I think that is pretty succinctly put.
posted by: Emma on July 18, 2010 12:21pm
If animal testing isn’t torture or abuse, why can’t they just take the money they’d use to care for the animals and use it to pay human volunteers?
posted by: David Bienus on July 18, 2010 11:06pm
Ian Smith:
Then may I suggest you read the Public Health Policy on the Humane Care and Use of Laboratory Animals which is published by the NIH and offers further regulations for lab animals not covered by the AWA. The AWA is one regulation, but not the only one. There are others. The PHS policy covers all vertebrates used in research. As just a bit of trivia, the AWA does not exclude all rodents, just mice of the genus Mus and rats of the genus Rattus.
You may also want to pick up the Guide to the Care and Use of Laboratory Animals. There is also the Guide for the Care and Use of Agricultural Animals. Biomedical research is in fact the second most heavily regulated industry in the US, the first being the airline industry.
posted by: Dave Bienus on July 18, 2010 11:21pm
Maria:
The chemicals used for anesthesia, to my knowledge, do not interfere with the research. For instance, if an osmotic pump is implanted into a mouse, the mouse is anesthetized, the pump is surgically inserted using the same aseptic techniques a human surgeon would use, and then the incision is sutured (using the same methods you would see in an emergency room). The animal is then monitored until it wakes up and is often given some form of analgesic or antibiotics post surgery. Oddly enough, surgical glue which was fist used in veterinary practice is now being used in human operations. When I had arthroscopic knee surgery this year that’s what they used to close my incisions.
I’m not sure of the exact wording and perhaps Allyson could help me with this, but any research that causes more than momentary pain (which is defined as if it would hurt a human it would hurt an animal) some form of pain relief must be provided unless the investigator can provide reasons why it shouldn’t. The only exception that I’ve heard of is when the research involves the responses to pain.
One of the main reasons that research facilities are reluctant to let in visitors is because we just never know who might be an animal rights activist out to advance their agenda. It’s too bad because many of us would love to show people what we do. We’re proud of our work and I think if people could get first hand experience of what an animal facility looks like they’d see that there is a lot of propaganda put out by these animal rights groups that’s just plain false.
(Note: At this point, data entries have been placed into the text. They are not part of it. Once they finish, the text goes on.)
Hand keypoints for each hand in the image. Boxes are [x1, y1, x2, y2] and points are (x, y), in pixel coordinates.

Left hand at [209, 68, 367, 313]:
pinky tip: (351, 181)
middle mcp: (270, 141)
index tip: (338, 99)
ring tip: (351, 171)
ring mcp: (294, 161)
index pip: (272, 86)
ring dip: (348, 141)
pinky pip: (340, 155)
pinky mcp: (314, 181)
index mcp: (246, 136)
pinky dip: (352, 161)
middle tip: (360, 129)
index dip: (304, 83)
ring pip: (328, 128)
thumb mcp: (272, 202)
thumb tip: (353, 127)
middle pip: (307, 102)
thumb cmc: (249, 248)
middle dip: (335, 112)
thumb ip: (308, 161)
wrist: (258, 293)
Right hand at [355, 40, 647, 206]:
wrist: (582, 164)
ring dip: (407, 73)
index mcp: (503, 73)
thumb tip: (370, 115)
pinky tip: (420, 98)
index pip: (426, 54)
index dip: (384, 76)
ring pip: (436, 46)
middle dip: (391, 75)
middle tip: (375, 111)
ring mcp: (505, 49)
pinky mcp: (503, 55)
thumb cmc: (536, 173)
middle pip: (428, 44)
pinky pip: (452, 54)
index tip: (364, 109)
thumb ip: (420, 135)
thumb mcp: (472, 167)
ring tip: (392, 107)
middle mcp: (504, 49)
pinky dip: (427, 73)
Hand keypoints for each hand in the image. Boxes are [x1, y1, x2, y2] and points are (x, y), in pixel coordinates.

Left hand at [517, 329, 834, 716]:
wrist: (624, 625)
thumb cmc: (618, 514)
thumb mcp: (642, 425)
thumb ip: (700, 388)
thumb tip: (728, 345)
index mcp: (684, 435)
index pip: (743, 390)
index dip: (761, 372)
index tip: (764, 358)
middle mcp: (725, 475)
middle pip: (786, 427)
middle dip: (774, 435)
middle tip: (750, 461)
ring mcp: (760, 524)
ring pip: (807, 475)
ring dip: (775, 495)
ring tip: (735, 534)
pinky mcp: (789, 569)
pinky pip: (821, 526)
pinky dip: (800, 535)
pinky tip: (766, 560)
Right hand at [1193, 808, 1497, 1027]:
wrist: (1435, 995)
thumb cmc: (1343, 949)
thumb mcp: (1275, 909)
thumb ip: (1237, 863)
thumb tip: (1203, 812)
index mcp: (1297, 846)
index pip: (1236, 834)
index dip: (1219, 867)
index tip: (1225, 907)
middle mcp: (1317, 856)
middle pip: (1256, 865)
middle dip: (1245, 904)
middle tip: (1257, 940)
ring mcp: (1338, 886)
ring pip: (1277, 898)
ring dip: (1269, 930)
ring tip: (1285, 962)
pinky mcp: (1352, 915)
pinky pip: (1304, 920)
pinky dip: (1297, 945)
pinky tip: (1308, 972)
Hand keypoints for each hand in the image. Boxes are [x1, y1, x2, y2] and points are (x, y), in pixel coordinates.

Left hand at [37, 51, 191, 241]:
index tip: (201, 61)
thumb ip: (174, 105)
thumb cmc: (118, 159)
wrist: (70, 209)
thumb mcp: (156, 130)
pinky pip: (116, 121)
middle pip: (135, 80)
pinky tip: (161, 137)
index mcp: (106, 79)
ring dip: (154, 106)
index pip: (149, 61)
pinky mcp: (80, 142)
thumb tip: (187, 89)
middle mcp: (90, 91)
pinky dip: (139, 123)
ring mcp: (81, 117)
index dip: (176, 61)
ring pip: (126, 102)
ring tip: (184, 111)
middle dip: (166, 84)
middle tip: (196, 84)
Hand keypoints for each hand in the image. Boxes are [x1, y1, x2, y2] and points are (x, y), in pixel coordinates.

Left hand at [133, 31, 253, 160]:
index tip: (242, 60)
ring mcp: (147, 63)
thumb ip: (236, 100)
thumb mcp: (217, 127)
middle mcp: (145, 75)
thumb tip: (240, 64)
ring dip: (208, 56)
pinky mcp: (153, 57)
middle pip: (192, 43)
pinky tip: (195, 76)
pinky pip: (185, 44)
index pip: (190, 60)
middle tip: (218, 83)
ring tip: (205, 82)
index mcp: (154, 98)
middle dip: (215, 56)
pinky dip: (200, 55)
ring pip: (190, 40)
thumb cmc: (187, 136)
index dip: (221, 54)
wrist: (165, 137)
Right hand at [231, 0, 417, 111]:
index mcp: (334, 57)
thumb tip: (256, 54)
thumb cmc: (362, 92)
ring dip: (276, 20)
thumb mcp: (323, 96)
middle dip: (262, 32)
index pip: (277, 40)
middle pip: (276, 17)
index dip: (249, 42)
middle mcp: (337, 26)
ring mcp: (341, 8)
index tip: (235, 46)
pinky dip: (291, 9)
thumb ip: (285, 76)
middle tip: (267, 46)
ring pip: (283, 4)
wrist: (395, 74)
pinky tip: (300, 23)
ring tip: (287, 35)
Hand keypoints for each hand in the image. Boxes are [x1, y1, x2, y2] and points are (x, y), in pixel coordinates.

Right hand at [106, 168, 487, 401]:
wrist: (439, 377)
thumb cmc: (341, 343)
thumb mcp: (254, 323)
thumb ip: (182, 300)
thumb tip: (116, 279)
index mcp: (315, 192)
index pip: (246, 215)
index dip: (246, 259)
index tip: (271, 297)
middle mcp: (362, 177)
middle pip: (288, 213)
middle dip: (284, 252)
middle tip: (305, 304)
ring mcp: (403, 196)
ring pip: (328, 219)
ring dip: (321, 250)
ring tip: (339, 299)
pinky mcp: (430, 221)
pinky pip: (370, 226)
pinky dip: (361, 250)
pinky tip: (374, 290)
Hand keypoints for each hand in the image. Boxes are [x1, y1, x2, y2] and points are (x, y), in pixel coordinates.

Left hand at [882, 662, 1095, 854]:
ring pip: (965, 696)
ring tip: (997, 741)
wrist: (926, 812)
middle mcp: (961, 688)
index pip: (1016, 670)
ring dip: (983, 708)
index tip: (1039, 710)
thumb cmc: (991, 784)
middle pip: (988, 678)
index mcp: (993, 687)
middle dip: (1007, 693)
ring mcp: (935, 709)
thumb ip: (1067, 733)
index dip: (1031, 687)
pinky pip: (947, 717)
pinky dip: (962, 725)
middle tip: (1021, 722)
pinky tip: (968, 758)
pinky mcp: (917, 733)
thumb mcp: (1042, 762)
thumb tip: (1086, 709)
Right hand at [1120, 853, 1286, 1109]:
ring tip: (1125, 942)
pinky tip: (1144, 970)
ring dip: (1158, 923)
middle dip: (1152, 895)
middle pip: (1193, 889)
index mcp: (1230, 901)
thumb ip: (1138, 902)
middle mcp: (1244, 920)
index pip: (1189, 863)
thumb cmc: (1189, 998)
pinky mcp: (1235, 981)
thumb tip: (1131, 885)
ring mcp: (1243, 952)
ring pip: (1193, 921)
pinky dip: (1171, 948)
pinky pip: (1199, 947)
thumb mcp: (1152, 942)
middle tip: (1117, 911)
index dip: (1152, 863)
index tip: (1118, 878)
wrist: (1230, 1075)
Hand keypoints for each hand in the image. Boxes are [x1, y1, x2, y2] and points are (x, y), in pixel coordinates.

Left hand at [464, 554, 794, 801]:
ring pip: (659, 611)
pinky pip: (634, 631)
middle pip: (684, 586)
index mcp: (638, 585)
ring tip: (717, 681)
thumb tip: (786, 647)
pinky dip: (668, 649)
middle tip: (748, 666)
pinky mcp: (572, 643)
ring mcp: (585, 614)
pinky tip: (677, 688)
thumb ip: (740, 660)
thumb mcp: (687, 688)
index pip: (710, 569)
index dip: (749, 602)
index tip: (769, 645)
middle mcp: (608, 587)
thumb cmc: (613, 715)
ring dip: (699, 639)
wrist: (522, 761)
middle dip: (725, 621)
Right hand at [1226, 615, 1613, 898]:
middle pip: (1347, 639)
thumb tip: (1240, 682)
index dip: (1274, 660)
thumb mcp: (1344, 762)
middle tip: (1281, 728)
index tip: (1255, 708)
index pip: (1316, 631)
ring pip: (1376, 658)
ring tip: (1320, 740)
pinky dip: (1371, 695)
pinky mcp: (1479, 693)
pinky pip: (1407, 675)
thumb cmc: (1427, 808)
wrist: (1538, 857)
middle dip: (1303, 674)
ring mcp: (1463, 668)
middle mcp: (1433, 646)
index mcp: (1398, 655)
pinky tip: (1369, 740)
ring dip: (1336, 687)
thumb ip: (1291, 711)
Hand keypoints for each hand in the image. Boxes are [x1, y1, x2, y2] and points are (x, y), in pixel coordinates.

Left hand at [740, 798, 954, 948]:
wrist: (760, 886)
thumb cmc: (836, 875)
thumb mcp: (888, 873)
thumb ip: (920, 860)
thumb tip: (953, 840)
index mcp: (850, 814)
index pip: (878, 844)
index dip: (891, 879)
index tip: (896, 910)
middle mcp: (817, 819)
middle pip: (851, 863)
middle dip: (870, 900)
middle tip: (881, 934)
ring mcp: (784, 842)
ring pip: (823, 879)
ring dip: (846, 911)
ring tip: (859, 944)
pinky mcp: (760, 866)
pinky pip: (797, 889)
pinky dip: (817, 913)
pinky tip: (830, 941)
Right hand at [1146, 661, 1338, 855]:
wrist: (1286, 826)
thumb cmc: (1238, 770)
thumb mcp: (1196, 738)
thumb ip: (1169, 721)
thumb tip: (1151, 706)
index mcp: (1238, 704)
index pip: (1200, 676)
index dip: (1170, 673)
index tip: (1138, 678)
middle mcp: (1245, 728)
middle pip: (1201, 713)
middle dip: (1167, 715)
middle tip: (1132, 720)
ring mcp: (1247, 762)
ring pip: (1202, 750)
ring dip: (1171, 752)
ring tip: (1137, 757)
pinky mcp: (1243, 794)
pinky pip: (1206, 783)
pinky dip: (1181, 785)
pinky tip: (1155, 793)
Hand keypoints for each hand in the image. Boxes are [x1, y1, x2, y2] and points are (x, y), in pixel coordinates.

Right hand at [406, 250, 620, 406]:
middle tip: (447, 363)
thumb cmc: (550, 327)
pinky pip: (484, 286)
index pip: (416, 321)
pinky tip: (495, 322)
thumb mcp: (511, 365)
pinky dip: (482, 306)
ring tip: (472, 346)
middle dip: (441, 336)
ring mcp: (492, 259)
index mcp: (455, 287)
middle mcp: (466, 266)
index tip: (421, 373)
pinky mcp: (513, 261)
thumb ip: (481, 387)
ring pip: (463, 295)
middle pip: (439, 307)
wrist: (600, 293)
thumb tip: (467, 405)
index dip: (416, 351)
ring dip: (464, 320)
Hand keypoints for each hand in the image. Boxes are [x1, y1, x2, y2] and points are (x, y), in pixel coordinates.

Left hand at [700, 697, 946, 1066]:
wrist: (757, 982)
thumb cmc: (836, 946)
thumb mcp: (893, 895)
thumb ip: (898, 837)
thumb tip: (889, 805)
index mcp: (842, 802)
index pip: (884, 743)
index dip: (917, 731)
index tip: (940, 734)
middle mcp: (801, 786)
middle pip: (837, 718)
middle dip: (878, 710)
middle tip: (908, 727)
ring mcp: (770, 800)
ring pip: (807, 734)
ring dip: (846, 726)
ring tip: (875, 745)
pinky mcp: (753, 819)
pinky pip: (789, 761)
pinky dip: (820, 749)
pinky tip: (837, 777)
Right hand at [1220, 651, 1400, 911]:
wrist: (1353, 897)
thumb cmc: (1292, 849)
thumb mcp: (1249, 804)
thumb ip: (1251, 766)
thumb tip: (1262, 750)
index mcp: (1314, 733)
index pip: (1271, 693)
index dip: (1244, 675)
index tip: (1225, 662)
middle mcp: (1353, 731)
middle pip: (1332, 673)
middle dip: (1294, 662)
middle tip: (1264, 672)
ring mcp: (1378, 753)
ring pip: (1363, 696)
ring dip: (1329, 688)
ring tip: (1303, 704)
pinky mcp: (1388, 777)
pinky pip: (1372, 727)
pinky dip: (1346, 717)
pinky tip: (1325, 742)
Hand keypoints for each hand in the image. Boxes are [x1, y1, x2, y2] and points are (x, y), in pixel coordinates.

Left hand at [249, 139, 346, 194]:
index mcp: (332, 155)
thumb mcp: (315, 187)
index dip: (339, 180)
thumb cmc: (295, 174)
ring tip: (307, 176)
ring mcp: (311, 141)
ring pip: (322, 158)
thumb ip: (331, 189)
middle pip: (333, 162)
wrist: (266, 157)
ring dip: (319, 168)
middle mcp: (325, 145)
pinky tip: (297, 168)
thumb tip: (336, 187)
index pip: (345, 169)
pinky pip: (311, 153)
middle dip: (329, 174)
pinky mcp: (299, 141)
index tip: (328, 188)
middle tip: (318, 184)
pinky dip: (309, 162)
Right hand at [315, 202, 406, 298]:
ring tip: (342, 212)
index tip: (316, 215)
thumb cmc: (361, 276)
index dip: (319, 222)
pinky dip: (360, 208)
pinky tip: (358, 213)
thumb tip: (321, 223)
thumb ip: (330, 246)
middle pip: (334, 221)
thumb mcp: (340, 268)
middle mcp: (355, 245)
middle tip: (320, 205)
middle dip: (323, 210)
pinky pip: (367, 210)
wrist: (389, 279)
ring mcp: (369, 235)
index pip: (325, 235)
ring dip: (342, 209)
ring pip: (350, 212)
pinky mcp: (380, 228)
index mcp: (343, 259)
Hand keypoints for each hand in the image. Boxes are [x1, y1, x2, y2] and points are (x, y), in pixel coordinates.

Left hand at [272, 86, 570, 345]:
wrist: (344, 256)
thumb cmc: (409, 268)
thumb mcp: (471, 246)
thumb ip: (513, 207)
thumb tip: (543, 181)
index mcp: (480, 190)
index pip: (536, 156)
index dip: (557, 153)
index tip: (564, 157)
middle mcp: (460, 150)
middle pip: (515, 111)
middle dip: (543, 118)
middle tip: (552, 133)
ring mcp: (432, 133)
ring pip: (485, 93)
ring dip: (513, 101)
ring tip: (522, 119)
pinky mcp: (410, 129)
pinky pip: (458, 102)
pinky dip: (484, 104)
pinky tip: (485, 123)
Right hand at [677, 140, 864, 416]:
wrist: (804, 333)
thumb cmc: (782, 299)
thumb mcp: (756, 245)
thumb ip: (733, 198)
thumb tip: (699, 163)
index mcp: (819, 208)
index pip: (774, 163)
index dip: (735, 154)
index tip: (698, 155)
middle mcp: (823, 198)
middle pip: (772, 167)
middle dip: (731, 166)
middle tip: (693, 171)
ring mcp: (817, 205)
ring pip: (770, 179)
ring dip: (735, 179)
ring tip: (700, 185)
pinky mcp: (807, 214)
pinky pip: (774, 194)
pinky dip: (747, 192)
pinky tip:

posted by: Dave Bienus on July 18, 2010 11:39pm
Emma: I think you’re somewhat misinformed about the process. The FDA won’t approve a drug for clinical trials (in humans) until it’s been tested in animals. It’s not an either/or situation.
posted by: Ian Smith on July 19, 2010 10:21am
@Dave Bienus
There is a significant difference between federal law such as the Animal Welfare Act and the additional guidelines which you mention.
One difference being that the guidelines you cite are not mandatory for all laboratories but hinge on the source of funding. A second significant difference is that deviating from a guideline is not the same as violating a law. Deviating from guidelines does not bring fines or criminal penalties. There is also the matter of enforcement which would exist regardless of what laws or guidelines actually say.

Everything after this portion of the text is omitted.